In December 2020, the Chinese mission, Chang’e-5, brought to Earth 1.731 kilograms (3.816 pounds) of lunar rocks. This was the first sample return from the Moon in 44 years and the first analysis shows that the material is much younger than the Apollo samples.
As reported in Science, the samples collected by the Chinese mission date back 1.96 billion years plus or minus 60 million years. Orbital observations have suggested that Oceanus Procellarum – an ancient lava field from a volcanic eruption – was about that age. Aging the rocks has provided precision on those estimates, confirming a young terrain.
“Of course, ‘young’ is relative,” co-author Professor Brad Jolliff, from Washington University in St. Luis, said in a statement. “All of the volcanic rocks collected by Apollo were older than 3 billion years. And all of the young impact craters whose ages have been determined from the analysis of samples are younger than 1 billion years. So the Chang’e-5 samples fill a critical gap.”
Having such confirmation is important for multiple reasons. First of all, it is now possible to study samples from a period in Lunar history that we did not have before. Scientists will better understand the composition of the lunar basalt. The study report that they did not find evidence for high concentrations of heat-producing radioactive elements in the mantle, which was the expected cause for the eruption that delivered this material to the surface. Other explanations will be needed to solve this mystery.
The second important aspect of this paper is that the Moon is used to estimate the chronology of many other bodies in the Solar System. The better we know the ages of terrains on the Moon, the better we can estimate the age of Mars, Mercury, and many other moons and dwarf planets.

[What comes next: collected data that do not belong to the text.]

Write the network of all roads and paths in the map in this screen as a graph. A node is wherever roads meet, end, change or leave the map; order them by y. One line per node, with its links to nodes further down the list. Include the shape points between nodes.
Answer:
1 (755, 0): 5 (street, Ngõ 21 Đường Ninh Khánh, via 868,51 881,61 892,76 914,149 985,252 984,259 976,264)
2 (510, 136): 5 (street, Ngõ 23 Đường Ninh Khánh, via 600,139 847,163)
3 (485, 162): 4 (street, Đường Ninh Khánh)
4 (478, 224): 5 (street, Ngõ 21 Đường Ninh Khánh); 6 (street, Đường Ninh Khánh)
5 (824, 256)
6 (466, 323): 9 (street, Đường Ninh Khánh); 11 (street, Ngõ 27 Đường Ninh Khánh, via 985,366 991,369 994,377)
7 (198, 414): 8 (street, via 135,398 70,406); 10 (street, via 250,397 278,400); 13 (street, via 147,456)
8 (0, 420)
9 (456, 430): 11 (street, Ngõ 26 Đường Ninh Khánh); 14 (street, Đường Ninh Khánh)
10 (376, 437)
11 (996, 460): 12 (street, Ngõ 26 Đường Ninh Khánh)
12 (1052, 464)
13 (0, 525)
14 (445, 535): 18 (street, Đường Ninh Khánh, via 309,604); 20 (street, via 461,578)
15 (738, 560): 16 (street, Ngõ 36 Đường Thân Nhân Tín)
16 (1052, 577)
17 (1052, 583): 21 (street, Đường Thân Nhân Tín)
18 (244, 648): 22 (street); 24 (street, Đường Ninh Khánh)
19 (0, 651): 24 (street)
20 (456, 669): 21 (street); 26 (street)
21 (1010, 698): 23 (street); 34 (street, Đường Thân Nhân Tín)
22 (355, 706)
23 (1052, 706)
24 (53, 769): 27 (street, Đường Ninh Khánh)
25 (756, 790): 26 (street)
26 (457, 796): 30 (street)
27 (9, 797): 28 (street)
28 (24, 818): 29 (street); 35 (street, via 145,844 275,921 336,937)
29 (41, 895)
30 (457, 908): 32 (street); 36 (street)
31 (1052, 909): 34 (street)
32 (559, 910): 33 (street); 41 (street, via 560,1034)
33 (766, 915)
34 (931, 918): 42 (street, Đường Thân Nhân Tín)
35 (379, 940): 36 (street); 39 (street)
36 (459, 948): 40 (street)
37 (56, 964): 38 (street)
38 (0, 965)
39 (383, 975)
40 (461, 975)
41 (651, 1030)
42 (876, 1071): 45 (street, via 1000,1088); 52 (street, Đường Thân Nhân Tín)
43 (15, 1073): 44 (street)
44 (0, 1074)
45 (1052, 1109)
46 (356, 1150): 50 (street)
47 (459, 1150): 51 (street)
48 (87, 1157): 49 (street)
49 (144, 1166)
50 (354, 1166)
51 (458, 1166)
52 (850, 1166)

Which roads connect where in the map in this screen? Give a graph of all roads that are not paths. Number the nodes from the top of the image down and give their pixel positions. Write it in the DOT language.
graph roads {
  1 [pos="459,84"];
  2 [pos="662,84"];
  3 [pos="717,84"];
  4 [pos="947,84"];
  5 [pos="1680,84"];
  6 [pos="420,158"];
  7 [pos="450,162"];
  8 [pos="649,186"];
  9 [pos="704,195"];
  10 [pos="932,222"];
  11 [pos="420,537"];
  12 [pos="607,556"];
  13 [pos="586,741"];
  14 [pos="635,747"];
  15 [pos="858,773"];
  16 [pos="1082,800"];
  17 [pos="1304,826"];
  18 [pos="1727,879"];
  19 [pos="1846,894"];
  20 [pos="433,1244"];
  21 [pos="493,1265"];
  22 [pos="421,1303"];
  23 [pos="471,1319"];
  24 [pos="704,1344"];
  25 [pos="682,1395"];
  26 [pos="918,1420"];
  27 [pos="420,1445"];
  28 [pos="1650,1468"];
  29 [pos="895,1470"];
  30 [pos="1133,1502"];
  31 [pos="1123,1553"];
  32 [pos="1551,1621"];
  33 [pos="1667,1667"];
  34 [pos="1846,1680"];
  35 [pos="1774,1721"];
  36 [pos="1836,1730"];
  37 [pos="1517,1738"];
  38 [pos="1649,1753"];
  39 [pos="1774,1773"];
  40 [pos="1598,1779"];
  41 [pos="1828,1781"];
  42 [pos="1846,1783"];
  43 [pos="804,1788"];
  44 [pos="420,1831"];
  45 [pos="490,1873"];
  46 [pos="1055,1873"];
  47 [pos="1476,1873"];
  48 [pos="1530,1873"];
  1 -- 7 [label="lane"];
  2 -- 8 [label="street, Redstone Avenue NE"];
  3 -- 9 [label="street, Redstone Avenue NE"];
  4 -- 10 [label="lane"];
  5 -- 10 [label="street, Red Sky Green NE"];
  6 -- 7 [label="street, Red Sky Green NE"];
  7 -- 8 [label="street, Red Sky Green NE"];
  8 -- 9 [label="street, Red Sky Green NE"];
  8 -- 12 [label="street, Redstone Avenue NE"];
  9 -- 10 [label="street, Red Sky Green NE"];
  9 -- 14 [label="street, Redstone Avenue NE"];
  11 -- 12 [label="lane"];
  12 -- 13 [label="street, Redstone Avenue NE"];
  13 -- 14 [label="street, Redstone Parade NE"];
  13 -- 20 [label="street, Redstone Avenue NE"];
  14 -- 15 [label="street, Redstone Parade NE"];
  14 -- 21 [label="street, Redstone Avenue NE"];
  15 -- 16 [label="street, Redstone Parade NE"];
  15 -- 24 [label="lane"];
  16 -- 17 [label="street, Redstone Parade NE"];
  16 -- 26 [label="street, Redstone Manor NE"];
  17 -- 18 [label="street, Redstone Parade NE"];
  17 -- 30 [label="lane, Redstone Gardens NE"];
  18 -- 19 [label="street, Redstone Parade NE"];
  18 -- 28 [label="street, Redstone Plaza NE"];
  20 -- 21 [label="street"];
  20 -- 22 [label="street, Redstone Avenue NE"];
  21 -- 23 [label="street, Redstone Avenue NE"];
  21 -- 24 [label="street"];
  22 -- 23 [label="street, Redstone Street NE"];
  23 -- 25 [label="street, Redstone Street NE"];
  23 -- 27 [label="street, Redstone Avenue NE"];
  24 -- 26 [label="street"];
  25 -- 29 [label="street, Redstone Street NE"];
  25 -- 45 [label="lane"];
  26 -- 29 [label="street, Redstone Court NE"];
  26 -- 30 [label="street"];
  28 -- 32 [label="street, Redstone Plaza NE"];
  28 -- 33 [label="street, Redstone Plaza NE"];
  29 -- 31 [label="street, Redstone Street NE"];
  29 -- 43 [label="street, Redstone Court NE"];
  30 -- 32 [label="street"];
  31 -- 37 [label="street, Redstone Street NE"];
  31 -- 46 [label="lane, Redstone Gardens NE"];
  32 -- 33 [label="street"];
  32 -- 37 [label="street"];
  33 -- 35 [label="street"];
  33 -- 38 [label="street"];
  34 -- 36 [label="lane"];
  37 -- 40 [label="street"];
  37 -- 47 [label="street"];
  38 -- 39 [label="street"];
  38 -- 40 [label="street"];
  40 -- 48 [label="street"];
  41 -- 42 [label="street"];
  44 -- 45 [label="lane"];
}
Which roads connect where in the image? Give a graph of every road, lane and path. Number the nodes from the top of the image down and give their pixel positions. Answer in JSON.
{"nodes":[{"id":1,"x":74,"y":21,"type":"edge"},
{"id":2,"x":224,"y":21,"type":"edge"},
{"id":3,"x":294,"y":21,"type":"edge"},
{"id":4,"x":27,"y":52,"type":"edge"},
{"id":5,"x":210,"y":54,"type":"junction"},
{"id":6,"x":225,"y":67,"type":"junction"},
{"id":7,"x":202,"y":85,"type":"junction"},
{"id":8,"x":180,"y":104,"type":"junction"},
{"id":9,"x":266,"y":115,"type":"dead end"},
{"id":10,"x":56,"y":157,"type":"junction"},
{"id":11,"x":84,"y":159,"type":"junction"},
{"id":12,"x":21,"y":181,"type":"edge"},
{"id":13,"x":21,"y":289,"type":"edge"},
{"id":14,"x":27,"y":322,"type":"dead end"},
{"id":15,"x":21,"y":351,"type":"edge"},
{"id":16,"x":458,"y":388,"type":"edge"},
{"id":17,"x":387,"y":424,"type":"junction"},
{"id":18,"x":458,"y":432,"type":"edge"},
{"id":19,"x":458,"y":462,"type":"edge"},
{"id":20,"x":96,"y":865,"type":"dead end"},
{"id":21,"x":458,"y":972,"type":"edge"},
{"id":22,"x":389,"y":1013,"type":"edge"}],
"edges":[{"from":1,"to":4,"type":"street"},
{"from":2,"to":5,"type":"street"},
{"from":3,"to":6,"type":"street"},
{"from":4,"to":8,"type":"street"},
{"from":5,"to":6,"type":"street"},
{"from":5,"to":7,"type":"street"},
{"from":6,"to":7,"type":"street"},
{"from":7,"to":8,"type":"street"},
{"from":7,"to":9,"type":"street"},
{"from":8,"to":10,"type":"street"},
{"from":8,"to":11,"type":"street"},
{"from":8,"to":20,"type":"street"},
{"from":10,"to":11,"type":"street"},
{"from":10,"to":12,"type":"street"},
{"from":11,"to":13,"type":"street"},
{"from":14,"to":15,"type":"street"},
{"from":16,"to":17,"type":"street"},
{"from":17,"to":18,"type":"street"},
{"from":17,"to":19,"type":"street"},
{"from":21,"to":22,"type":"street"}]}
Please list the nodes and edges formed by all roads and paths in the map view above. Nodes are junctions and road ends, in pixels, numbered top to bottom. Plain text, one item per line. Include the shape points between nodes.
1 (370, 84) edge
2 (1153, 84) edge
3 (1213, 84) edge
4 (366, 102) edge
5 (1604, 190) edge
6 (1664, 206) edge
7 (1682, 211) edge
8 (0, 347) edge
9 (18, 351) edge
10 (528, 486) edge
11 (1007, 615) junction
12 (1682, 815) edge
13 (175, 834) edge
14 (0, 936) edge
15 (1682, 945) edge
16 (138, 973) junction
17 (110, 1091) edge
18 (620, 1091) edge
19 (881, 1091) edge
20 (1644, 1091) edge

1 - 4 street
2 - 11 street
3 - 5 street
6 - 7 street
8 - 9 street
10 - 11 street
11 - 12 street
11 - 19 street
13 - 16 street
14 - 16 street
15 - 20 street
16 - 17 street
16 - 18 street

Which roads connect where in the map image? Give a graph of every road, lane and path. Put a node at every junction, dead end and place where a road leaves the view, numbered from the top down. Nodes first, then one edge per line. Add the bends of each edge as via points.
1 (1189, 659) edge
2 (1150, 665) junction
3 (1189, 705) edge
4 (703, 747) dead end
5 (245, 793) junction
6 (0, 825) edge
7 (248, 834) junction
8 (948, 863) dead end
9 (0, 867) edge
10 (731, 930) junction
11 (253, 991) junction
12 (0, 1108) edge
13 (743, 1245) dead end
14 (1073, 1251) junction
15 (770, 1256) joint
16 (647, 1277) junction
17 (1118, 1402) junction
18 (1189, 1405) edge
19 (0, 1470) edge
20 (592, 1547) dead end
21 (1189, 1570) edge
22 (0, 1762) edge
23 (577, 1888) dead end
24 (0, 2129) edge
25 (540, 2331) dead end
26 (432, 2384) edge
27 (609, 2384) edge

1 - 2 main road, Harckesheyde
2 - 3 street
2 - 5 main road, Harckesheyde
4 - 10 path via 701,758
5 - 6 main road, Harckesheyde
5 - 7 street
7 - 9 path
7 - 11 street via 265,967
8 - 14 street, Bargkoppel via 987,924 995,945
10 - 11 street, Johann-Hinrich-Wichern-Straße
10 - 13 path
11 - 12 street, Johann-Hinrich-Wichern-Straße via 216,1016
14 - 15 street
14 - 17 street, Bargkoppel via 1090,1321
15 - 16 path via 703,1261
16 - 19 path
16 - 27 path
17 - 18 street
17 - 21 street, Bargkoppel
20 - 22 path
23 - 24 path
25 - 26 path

“Planetary scientists know that the more craters on a surface, the older it is; the fewer craters, the younger the surface. That’s a nice relative determination,” Jolliff said. “But to put absolute age dates on that, one has to have samples from those surfaces.”
“The Apollo samples gave us a number of surfaces that we were able to date and correlate with crater densities,” Jolliff explained. “This cratering chronology has been extended to other planets — for example, for Mercury and Mars — to say that surfaces with a certain density of craters have a certain age.”
“In this study, we got a very precise age right around 2 billion years, plus or minus 50 million years,” Jolliff said. “It’s a phenomenal result. In terms of planetary time, that’s a very precise determination. And that’s good enough to distinguish between the different formulations of the chronology.”